Tuesday, March 10, 2009

Intelligence Sharing, Not.

From today's Wall St Journal, we have "Group Finds Intelligence Gap Persists". The bipartisan Markle Foundation Task Force on National Security in the Information Age says "Today we are still vulnerable to attack because- as on 9/11- we are still not able to connect the dots."
Not surprising. Intelligence agencies fear that intelligence sharing leads to leaks to the press which can reveal the names of agents, getting them killed, or let the enemy know his codes have been cracked, leading him to change the codes. You'd have to be really stupid to share anything with CIA, since everything CIA knows goes right to the New York Times. Any rational intelligence agency is going to resist exposing its secrets to other agencies for fear the other agency will blow the secret. There is a saying "Three people can keep a secret only if two of them are dead."

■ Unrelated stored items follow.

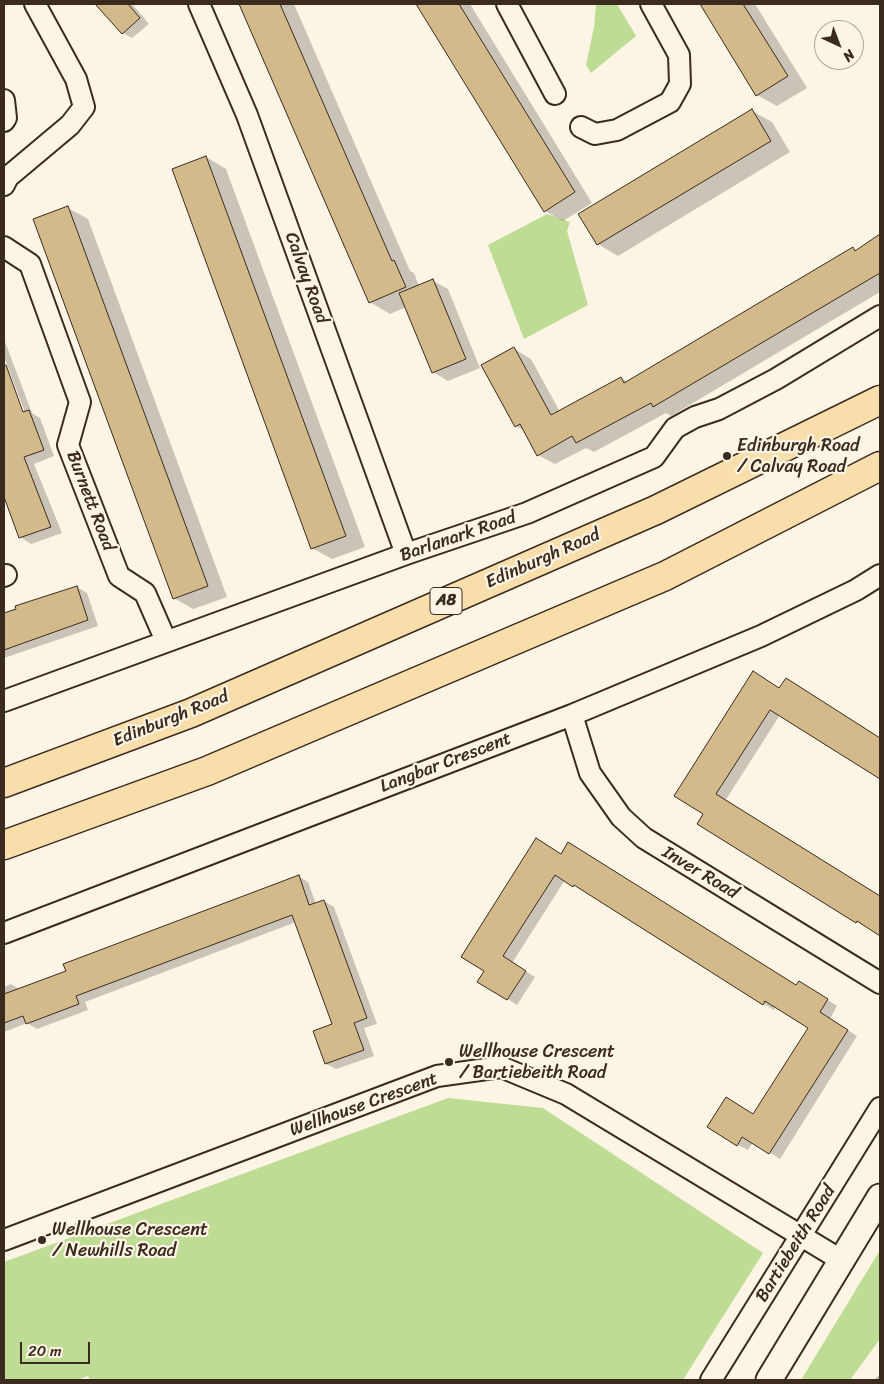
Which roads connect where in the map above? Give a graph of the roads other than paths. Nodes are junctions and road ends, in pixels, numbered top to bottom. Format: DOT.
graph roads {
  1 [pos="35,4"];
  2 [pos="199,4"];
  3 [pos="508,4"];
  4 [pos="651,4"];
  5 [pos="555,94"];
  6 [pos="4,100"];
  7 [pos="4,121"];
  8 [pos="581,127"];
  9 [pos="4,184"];
  10 [pos="4,247"];
  11 [pos="880,316"];
  12 [pos="880,400"];
  13 [pos="880,466"];
  14 [pos="406,554"];
  15 [pos="880,575"];
  16 [pos="166,641"];
  17 [pos="4,701"];
  18 [pos="572,715"];
  19 [pos="4,783"];
  20 [pos="4,846"];
  21 [pos="4,932"];
  22 [pos="880,983"];
  23 [pos="880,1108"];
  24 [pos="880,1197"];
  25 [pos="801,1236"];
  26 [pos="4,1240"];
  27 [pos="842,1260"];
  28 [pos="711,1380"];
  29 [pos="769,1380"];
  1 -- 9 [label="street"];
  2 -- 14 [label="street, Calvay Road"];
  3 -- 5 [label="street"];
  4 -- 8 [label="street"];
  6 -- 7 [label="street"];
  10 -- 16 [label="street, Burnett Road"];
  11 -- 14 [label="street, Barlanark Road"];
  12 -- 19 [label="main road, Edinburgh Road / A8"];
  13 -- 20 [label="main road"];
  14 -- 16 [label="street, Barlanark Road"];
  15 -- 18 [label="street, Langbar Crescent"];
  16 -- 17 [label="street, Barlanark Road"];
  18 -- 21 [label="street, Langbar Crescent"];
  18 -- 22 [label="street, Inver Road"];
  23 -- 25 [label="street, Bartiebeith Road"];
  24 -- 27 [label="street"];
  25 -- 26 [label="street, Wellhouse Crescent"];
  25 -- 27 [label="street, Wellhouse Crescent"];
  25 -- 28 [label="street, Bartiebeith Road"];
  27 -- 29 [label="street"];
}
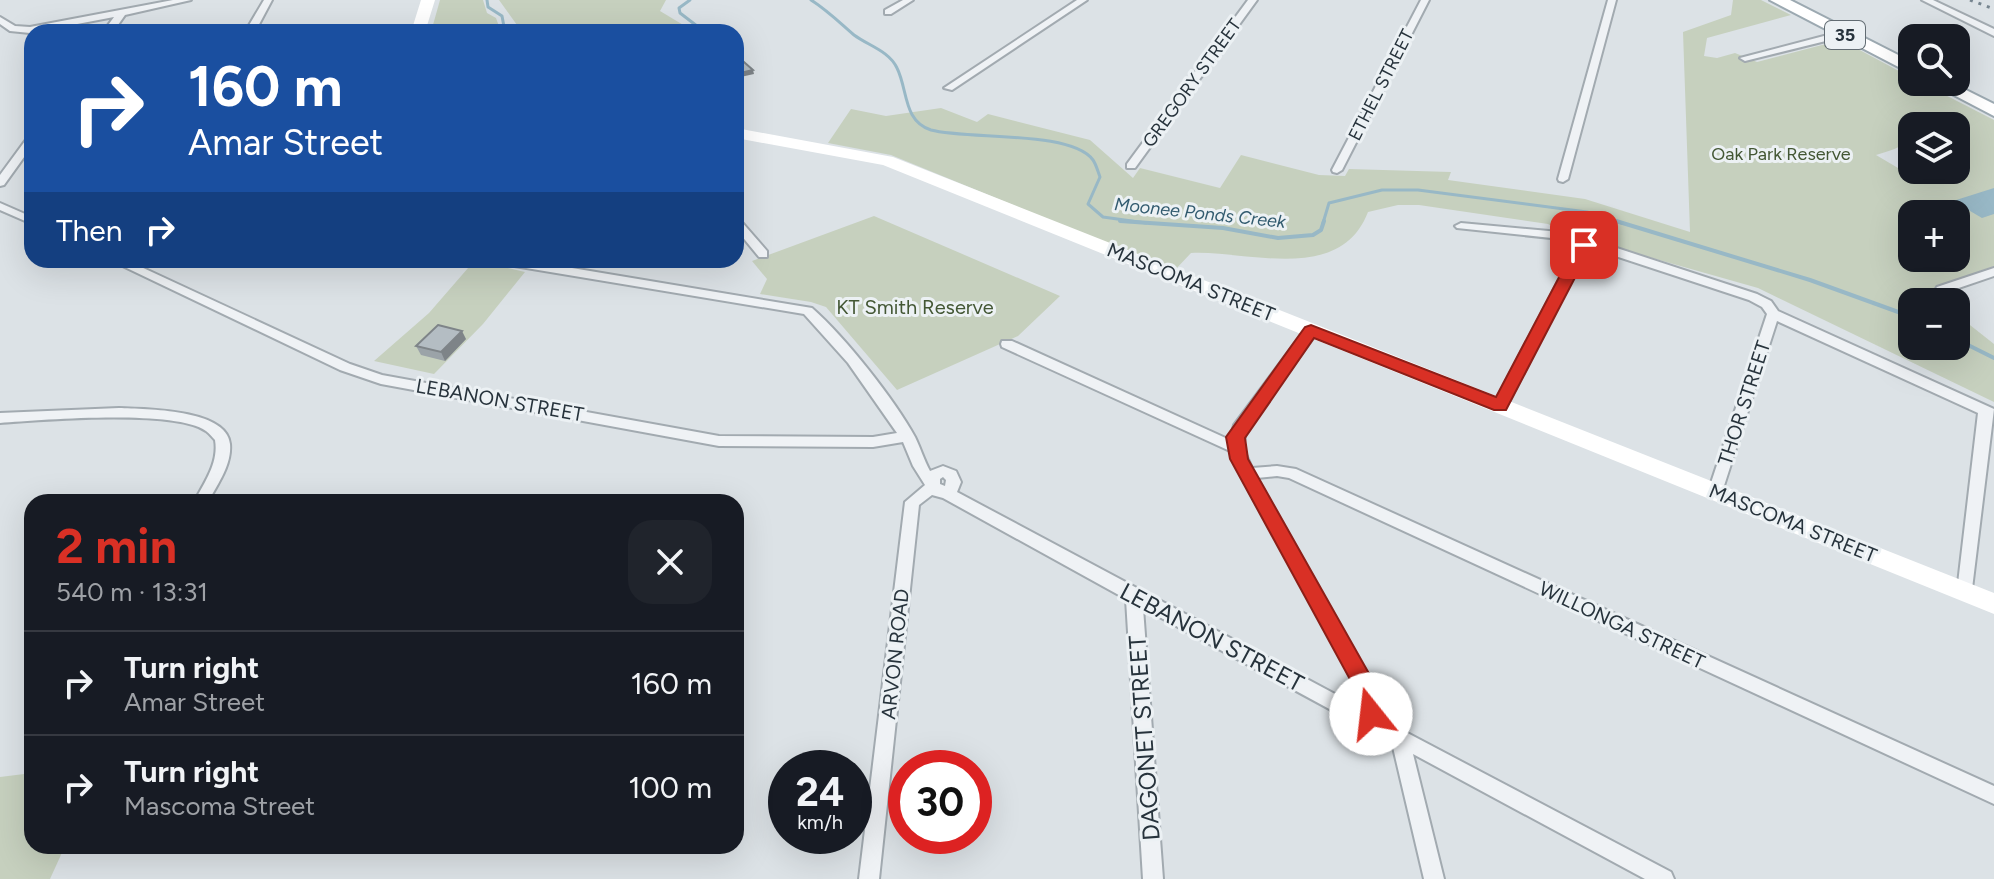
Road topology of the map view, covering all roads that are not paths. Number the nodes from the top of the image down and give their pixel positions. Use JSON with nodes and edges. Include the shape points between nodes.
{"nodes":[{"id":1,"x":127,"y":0,"type":"edge"},
{"id":2,"x":187,"y":0,"type":"edge"},
{"id":3,"x":268,"y":0,"type":"edge"},
{"id":4,"x":428,"y":0,"type":"edge"},
{"id":5,"x":909,"y":0,"type":"edge"},
{"id":6,"x":1083,"y":0,"type":"edge"},
{"id":7,"x":1253,"y":0,"type":"edge"},
{"id":8,"x":1425,"y":0,"type":"edge"},
{"id":9,"x":1612,"y":0,"type":"edge"},
{"id":10,"x":1778,"y":0,"type":"edge"},
{"id":11,"x":1926,"y":0,"type":"edge"},
{"id":12,"x":126,"y":12,"type":"junction"},
{"id":13,"x":888,"y":12,"type":"dead end"},
{"id":14,"x":0,"y":20,"type":"edge"},
{"id":15,"x":62,"y":24,"type":"edge"},
{"id":16,"x":115,"y":24,"type":"edge"},
{"id":17,"x":254,"y":24,"type":"edge"},
{"id":18,"x":420,"y":24,"type":"edge"},
{"id":19,"x":12,"y":29,"type":"junction"},
{"id":20,"x":24,"y":29,"type":"edge"},
{"id":21,"x":1994,"y":33,"type":"edge"},
{"id":22,"x":0,"y":34,"type":"edge"},
{"id":23,"x":1843,"y":34,"type":"junction"},
{"id":24,"x":1745,"y":58,"type":"dead end"},
{"id":25,"x":1898,"y":62,"type":"edge"},
{"id":26,"x":949,"y":88,"type":"dead end"},
{"id":27,"x":1965,"y":96,"type":"edge"},
{"id":28,"x":1994,"y":111,"type":"edge"},
{"id":29,"x":744,"y":134,"type":"edge"},
{"id":30,"x":24,"y":150,"type":"edge"},
{"id":31,"x":1131,"y":166,"type":"dead end"},
{"id":32,"x":1337,"y":170,"type":"dead end"},
{"id":33,"x":1563,"y":179,"type":"dead end"},
{"id":34,"x":0,"y":183,"type":"edge"},
{"id":35,"x":0,"y":206,"type":"edge"},
{"id":36,"x":24,"y":217,"type":"edge"},
{"id":37,"x":1461,"y":226,"type":"dead end"},
{"id":38,"x":744,"y":231,"type":"edge"},
{"id":39,"x":1585,"y":242,"type":"junction"},
{"id":40,"x":763,"y":254,"type":"dead end"},
{"id":41,"x":133,"y":268,"type":"edge"},
{"id":42,"x":550,"y":268,"type":"edge"},
{"id":43,"x":1994,"y":272,"type":"edge"},
{"id":44,"x":1947,"y":288,"type":"edge"},
{"id":45,"x":1773,"y":314,"type":"junction"},
{"id":46,"x":1311,"y":331,"type":"junction"},
{"id":47,"x":1007,"y":344,"type":"dead end"},
{"id":48,"x":1500,"y":406,"type":"junction"},
{"id":49,"x":1989,"y":414,"type":"edge"},
{"id":50,"x":0,"y":418,"type":"edge"},
{"id":51,"x":910,"y":439,"type":"junction"},
{"id":52,"x":1236,"y":448,"type":"junction"},
{"id":53,"x":1247,"y":474,"type":"junction"},
{"id":54,"x":941,"y":483,"type":"junction"},
{"id":55,"x":1715,"y":492,"type":"junction"},
{"id":56,"x":205,"y":494,"type":"edge"},
{"id":57,"x":1965,"y":592,"type":"junction"},
{"id":58,"x":1134,"y":596,"type":"junction"},
{"id":59,"x":1994,"y":604,"type":"edge"},
{"id":60,"x":1370,"y":722,"type":"junction"},
{"id":61,"x":1400,"y":738,"type":"junction"},
{"id":62,"x":1994,"y":795,"type":"edge"},
{"id":63,"x":869,"y":879,"type":"edge"},
{"id":64,"x":1153,"y":879,"type":"edge"},
{"id":65,"x":1434,"y":879,"type":"edge"},
{"id":66,"x":1664,"y":879,"type":"edge"}],
"edges":[{"from":1,"to":12,"type":"street"},
{"from":2,"to":12,"type":"street"},
{"from":3,"to":17,"type":"street"},
{"from":4,"to":18,"type":"main road"},
{"from":5,"to":13,"type":"street"},
{"from":6,"to":26,"type":"street"},
{"from":7,"to":31,"type":"street","name":"GREGORY STREET"},
{"from":8,"to":32,"type":"street","name":"ETHEL STREET"},
{"from":9,"to":33,"type":"street"},
{"from":10,"to":23,"type":"main road","number":"35"},
{"from":11,"to":21,"type":"street"},
{"from":12,"to":15,"type":"street"},
{"from":12,"to":16,"type":"street"},
{"from":14,"to":19,"type":"street"},
{"from":19,"to":20,"type":"street"},
{"from":19,"to":22,"type":"street"},
{"from":23,"to":24,"type":"street"},
{"from":23,"to":25,"type":"main road","number":"35"},
{"from":27,"to":28,"type":"main road"},
{"from":29,"to":46,"type":"main road","name":"MASCOMA STREET","via":[[887,161]]},
{"from":30,"to":34,"type":"street"},
{"from":35,"to":36,"type":"street"},
{"from":37,"to":39,"type":"street"},
{"from":38,"to":40,"type":"street"},
{"from":39,"to":45,"type":"street","via":[[1753,297]]},
{"from":39,"to":48,"type":"street"},
{"from":41,"to":51,"type":"street","name":"LEBANON STREET","via":[[381,379],[719,441]]},
{"from":42,"to":51,"type":"street","via":[[808,311]]},
{"from":43,"to":44,"type":"street"},
{"from":45,"to":49,"type":"street"},
{"from":45,"to":55,"type":"street","name":"THOR STREET"},
{"from":46,"to":48,"type":"main road","name":"MASCOMA STREET"},
{"from":46,"to":52,"type":"street","via":[[1239,429]]},
{"from":47,"to":52,"type":"street"},
{"from":48,"to":55,"type":"main road","name":"MASCOMA STREET"},
{"from":49,"to":57,"type":"street"},
{"from":50,"to":56,"type":"street","via":[[97,411],[194,420],[214,427],[223,440],[222,456]]},
{"from":51,"to":54,"type":"street","via":[[920,466]]},
{"from":52,"to":53,"type":"street"},
{"from":53,"to":60,"type":"street","via":[[1369,693]]},
{"from":53,"to":62,"type":"street","name":"WILLONGA STREET","via":[[1291,473]]},
{"from":54,"to":58,"type":"street","name":"LEBANON STREET","via":[[972,506]]},
{"from":54,"to":63,"type":"street","name":"ARVON ROAD","via":[[912,502]]},
{"from":55,"to":57,"type":"main road","name":"MASCOMA STREET"},
{"from":57,"to":59,"type":"main road","name":"MASCOMA STREET"},
{"from":58,"to":60,"type":"street","name":"LEBANON STREET"},
{"from":58,"to":64,"type":"street","name":"DAGONET STREET"},
{"from":60,"to":61,"type":"street","name":"LEBANON STREET"},
{"from":61,"to":65,"type":"street"},
{"from":61,"to":66,"type":"street","name":"LEBANON STREET"}]}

It's unrealistic to expect professional intelligence agencies to share anything with anyone. They have learned you keep secrets by not telling them, to anyone.
For more intelligence sharing, you have to do what the Russians did, put all intelligence gathering into the same organization, KGB. That works, but it's scary. We divvy up intelligence work between CIA, FBI, NSA, Defense Dept, State Dept, and God knows who else, to keep the intelligence agencies small and weak, so they can't take over the country.
Best we can hope for, given the fragmentation of US intelligence system, is to get them to share lists of bad guys. Failure to do this was a big part of 9/11. State dept passport and visa people will let most applicants into the country unless the other intelligence agencies give them lists of bad guys to keep out.